Our lives, with all the networks, colorful articles, videos, and excessive colorfulness, cause us to sink into black bile.
Yes, you can't see the forest for the trees.
When the excitement over brothers who haven't seen each other for years barely lasts a second, because we immediately turn to the next piece of news, the mind is not able to contain and enjoy what it has seen.
When elected officials jump to the top of the newscast with every tiny achievement based on their popularity, we lose the point of reading about others and being impressed by their achievements.
When abroad is so close, bringing colors and flavors right into our mouths, what is left to boast about? What haven't we seen and will see?
When the world is so extroverted and colorful and chaotic and fast-paced, it's hard to find excitement in our hearts; it's hard to feel curious about anything at all.

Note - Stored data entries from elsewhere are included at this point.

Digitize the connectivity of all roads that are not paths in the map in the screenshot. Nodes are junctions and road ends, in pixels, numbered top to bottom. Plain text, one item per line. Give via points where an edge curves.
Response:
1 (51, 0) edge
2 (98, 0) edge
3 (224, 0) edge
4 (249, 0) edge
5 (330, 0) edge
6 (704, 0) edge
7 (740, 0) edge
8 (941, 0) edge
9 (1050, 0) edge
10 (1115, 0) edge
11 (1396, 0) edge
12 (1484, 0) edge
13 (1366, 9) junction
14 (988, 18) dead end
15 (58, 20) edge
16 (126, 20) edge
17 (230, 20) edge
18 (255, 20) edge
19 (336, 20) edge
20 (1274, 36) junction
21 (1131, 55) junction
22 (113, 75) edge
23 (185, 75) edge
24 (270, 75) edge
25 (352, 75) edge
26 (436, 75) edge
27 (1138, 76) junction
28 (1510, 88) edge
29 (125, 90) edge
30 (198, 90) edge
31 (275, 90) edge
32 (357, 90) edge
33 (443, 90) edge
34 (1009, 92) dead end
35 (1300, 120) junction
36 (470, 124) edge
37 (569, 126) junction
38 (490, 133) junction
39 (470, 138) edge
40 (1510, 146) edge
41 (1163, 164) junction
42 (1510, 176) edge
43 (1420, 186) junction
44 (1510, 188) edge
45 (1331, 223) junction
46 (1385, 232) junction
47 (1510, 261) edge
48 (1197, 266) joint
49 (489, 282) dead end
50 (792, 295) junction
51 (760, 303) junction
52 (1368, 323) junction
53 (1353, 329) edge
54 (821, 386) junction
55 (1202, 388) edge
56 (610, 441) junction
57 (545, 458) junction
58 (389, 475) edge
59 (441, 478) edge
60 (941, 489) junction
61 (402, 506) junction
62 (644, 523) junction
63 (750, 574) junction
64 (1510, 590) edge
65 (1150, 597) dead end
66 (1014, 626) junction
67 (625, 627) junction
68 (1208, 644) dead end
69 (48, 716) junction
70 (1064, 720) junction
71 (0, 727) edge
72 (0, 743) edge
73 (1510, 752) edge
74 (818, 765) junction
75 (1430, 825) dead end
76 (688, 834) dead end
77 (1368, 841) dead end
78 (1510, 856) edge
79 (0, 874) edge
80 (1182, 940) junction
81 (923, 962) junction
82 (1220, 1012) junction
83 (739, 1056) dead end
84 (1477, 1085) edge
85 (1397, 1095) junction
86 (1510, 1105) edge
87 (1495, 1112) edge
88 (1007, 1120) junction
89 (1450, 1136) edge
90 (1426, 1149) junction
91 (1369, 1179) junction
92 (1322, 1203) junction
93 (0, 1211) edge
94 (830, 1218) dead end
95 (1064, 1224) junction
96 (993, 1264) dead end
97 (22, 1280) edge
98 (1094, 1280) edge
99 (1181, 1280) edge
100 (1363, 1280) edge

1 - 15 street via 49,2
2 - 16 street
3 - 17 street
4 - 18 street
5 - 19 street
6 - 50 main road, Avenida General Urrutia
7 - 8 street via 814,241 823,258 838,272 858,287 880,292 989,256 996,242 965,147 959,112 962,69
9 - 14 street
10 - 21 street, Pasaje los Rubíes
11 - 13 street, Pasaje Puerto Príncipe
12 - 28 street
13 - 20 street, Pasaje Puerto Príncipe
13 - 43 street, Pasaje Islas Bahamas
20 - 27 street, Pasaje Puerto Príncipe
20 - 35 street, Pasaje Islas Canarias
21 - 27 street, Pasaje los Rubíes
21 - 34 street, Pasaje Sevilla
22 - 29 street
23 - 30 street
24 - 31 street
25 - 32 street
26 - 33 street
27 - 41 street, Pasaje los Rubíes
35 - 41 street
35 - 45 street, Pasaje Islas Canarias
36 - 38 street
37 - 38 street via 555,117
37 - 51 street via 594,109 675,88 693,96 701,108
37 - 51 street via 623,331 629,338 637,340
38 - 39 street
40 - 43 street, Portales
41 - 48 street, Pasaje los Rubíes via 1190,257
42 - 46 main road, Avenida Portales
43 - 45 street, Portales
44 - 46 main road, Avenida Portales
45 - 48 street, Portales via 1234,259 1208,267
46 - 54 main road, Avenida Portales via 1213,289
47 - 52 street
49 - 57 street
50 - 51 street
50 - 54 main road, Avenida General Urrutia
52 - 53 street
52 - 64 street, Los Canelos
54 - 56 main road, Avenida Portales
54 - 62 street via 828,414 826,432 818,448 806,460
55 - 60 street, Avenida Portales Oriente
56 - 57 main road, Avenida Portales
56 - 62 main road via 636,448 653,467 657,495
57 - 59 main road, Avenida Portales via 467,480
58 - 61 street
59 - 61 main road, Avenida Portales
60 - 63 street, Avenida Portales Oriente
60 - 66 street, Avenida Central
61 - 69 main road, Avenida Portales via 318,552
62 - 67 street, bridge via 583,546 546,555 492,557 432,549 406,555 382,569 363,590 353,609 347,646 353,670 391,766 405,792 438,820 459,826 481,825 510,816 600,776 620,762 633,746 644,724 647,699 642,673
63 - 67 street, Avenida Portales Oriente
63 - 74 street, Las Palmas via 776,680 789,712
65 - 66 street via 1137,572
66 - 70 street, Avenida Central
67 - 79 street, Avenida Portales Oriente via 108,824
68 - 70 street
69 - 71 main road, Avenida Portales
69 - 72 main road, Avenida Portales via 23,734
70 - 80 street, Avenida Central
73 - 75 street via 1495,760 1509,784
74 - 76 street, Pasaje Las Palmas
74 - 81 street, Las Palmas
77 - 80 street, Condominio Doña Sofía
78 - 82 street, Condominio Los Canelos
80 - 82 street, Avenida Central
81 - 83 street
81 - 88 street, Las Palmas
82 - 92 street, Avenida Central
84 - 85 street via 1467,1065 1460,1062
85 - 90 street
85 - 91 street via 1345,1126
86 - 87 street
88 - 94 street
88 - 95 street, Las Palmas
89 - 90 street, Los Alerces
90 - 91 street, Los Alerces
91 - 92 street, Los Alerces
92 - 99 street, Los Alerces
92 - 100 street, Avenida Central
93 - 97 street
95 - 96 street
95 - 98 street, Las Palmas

When the world breaks boundaries and photographs a person in his anger, in his fall, in his prayer at the Western Wall - what else is left to see?

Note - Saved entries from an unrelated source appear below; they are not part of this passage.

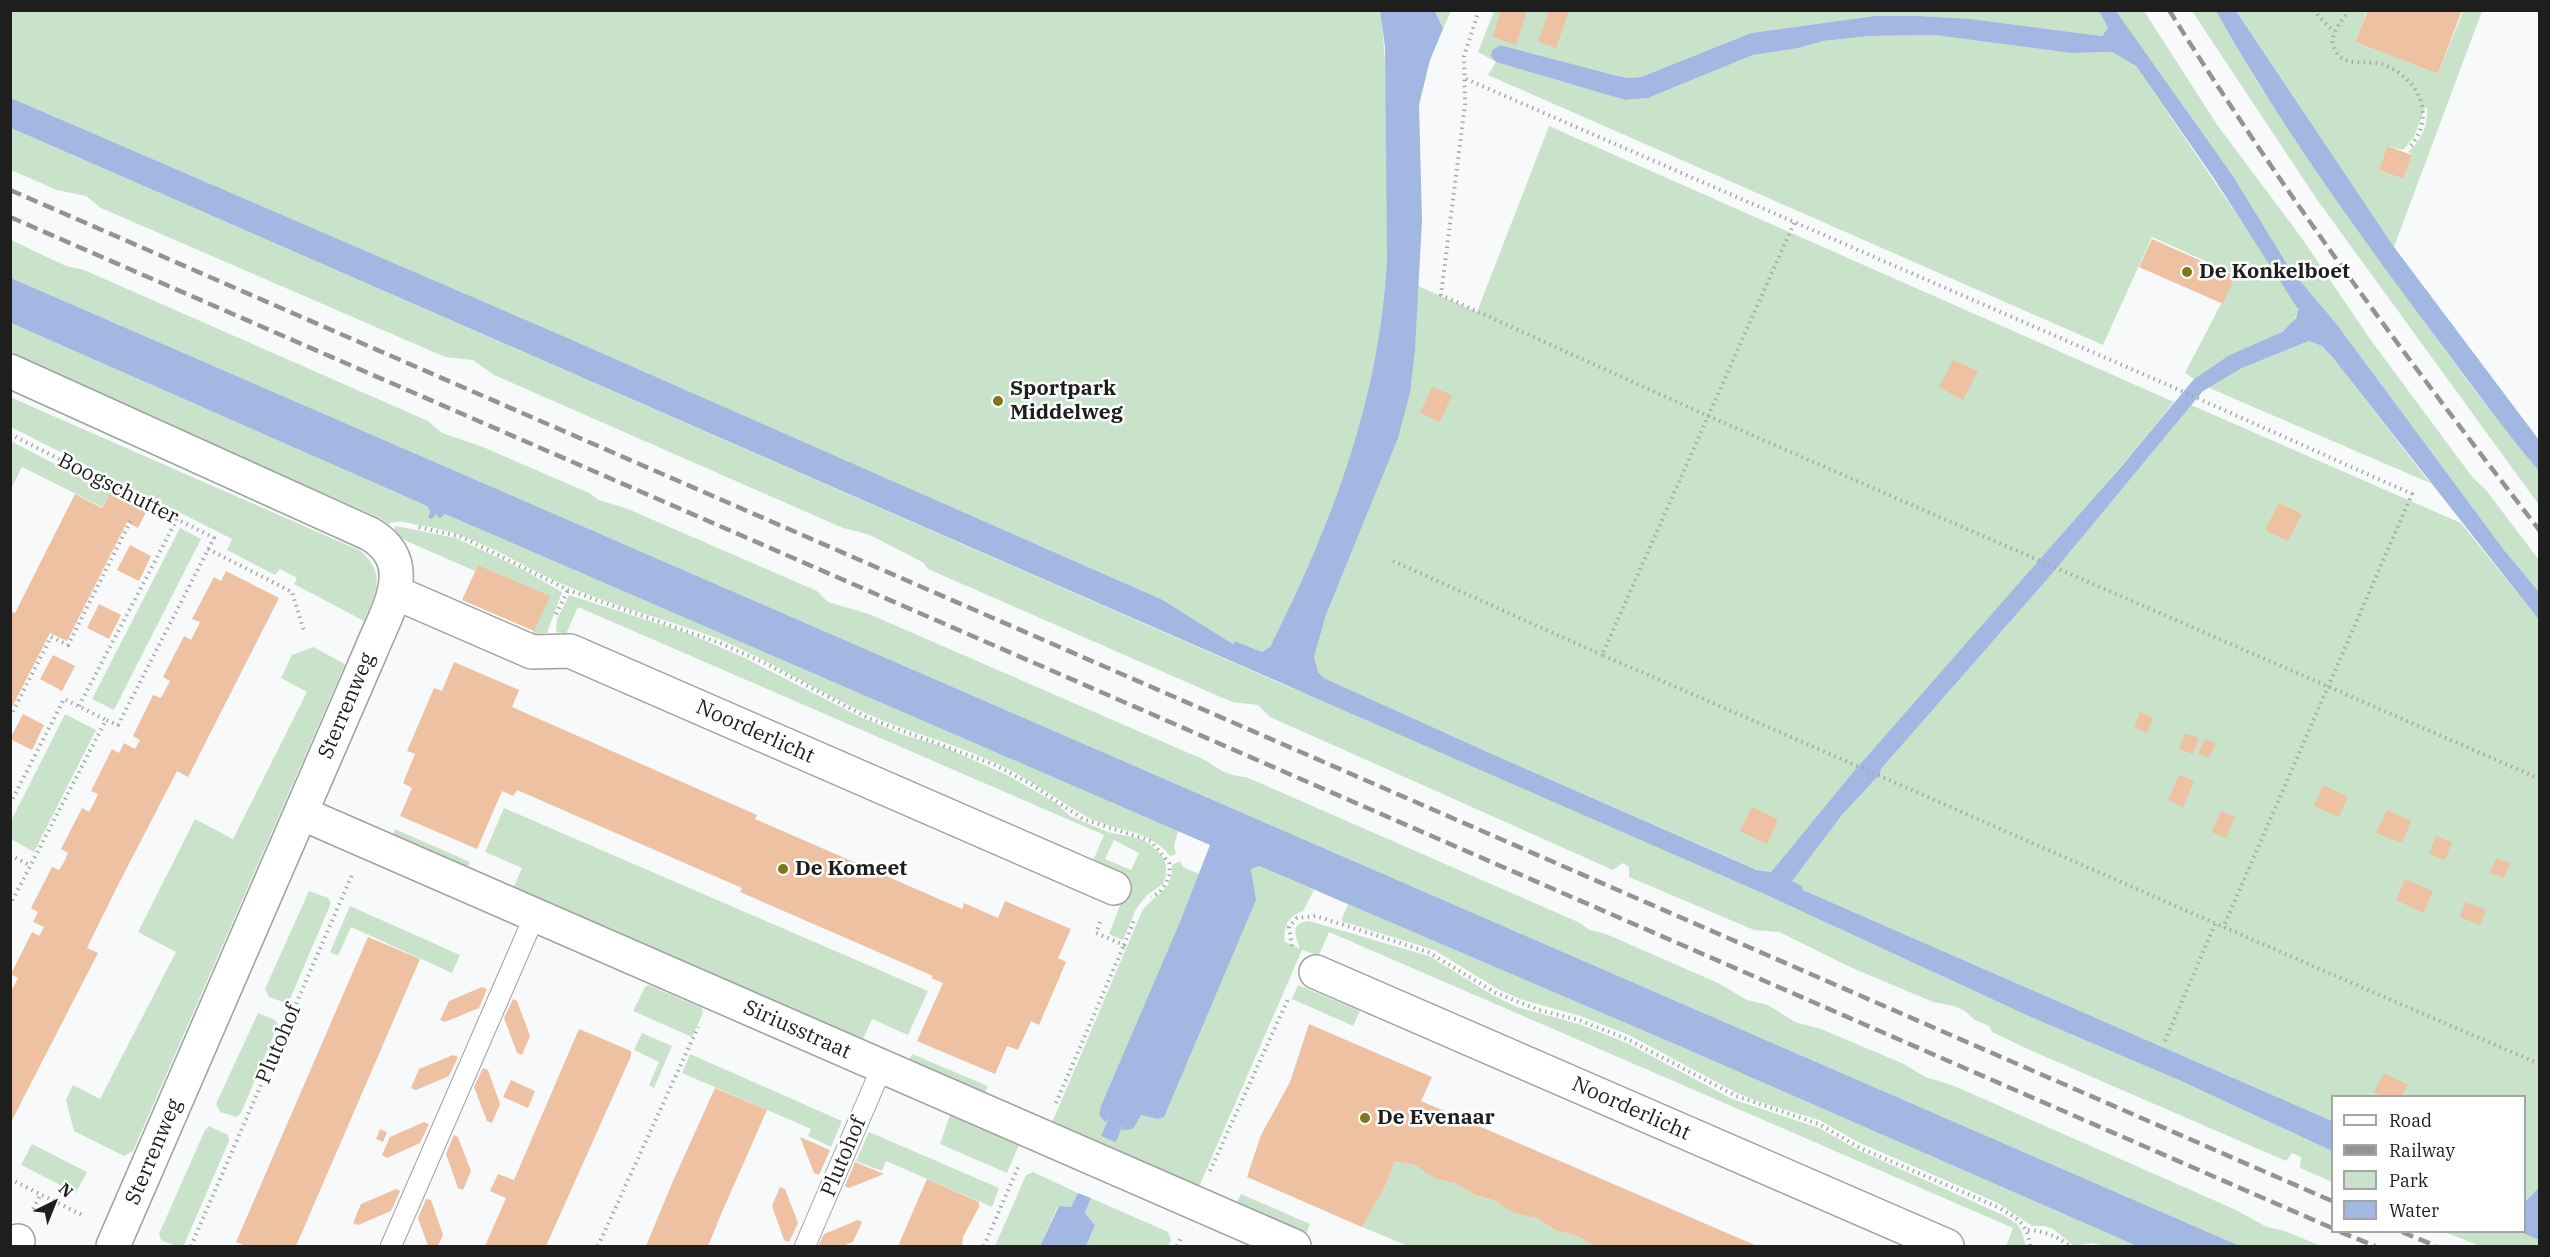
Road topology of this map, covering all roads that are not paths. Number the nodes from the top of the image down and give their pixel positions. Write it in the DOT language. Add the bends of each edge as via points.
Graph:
graph roads {
  1 [pos="10,371"];
  2 [pos="394,592"];
  3 [pos="301,813"];
  4 [pos="1114,888"];
  5 [pos="535,915"];
  6 [pos="1301,970"];
  7 [pos="882,1067"];
  8 [pos="116,1240"];
  9 [pos="391,1246"];
  10 [pos="805,1246"];
  11 [pos="1294,1246"];
  12 [pos="1947,1246"];
  1 -- 2 [label="street, Sterrenweg" via="379,539 391,552 398,569"];
  2 -- 3 [label="street, Sterrenweg"];
  2 -- 4 [label="street, Noorderlicht" via="532,652 570,651"];
  3 -- 5 [label="street, Siriusstraat"];
  3 -- 8 [label="street, Sterrenweg"];
  5 -- 7 [label="street, Siriusstraat"];
  5 -- 9 [label="lane"];
  6 -- 12 [label="street, Noorderlicht"];
  7 -- 10 [label="lane, Plutohof"];
  7 -- 11 [label="street, Siriusstraat"];
}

When police officers beat up human beings and the incident is filmed to the point of pain; when thieves enter a house and commit a robbery and we all see how those created in their image are even capable of stealing; when a poor woman lies covered in rags on a city street and is photographed in all her glory, how can one still feel anything towards someone in the world? How?
Sometimes not hearing, not seeing, not knowing, and not experiencing is not primitiveness at its best, but genius at its best.
Sometimes you need to close your eyes, plug your ears, let go and say: "Enough, enough, I don't want to see, I don't want to hear, my head is in the Gemara, or: my role in the classroom, or: my work at home, and everything beyond that is not in my sphere of responsibility.".
It looks artificial.
But if naturally everything has turned into nothingness, into ashes and disgrace, then yes - the closed door is the salvation of myself and the entire nation.
Only when we close the door, so that no evil spirits can enter from outside, will I be able to smell the words of the Gemara, feel the taste of the soup that was prepared in the kitchen (without it storming onto social media as if it were the world's), enjoy the kiss of the little boy who kisses my cheek (and he does it no less cutely than any other child that a curious person on the street has seen) - and will I be able to once again be moved, impressed, enjoy, cry, laugh and pray.
Do you believe you can do it well, even if you are not given a platform for your success?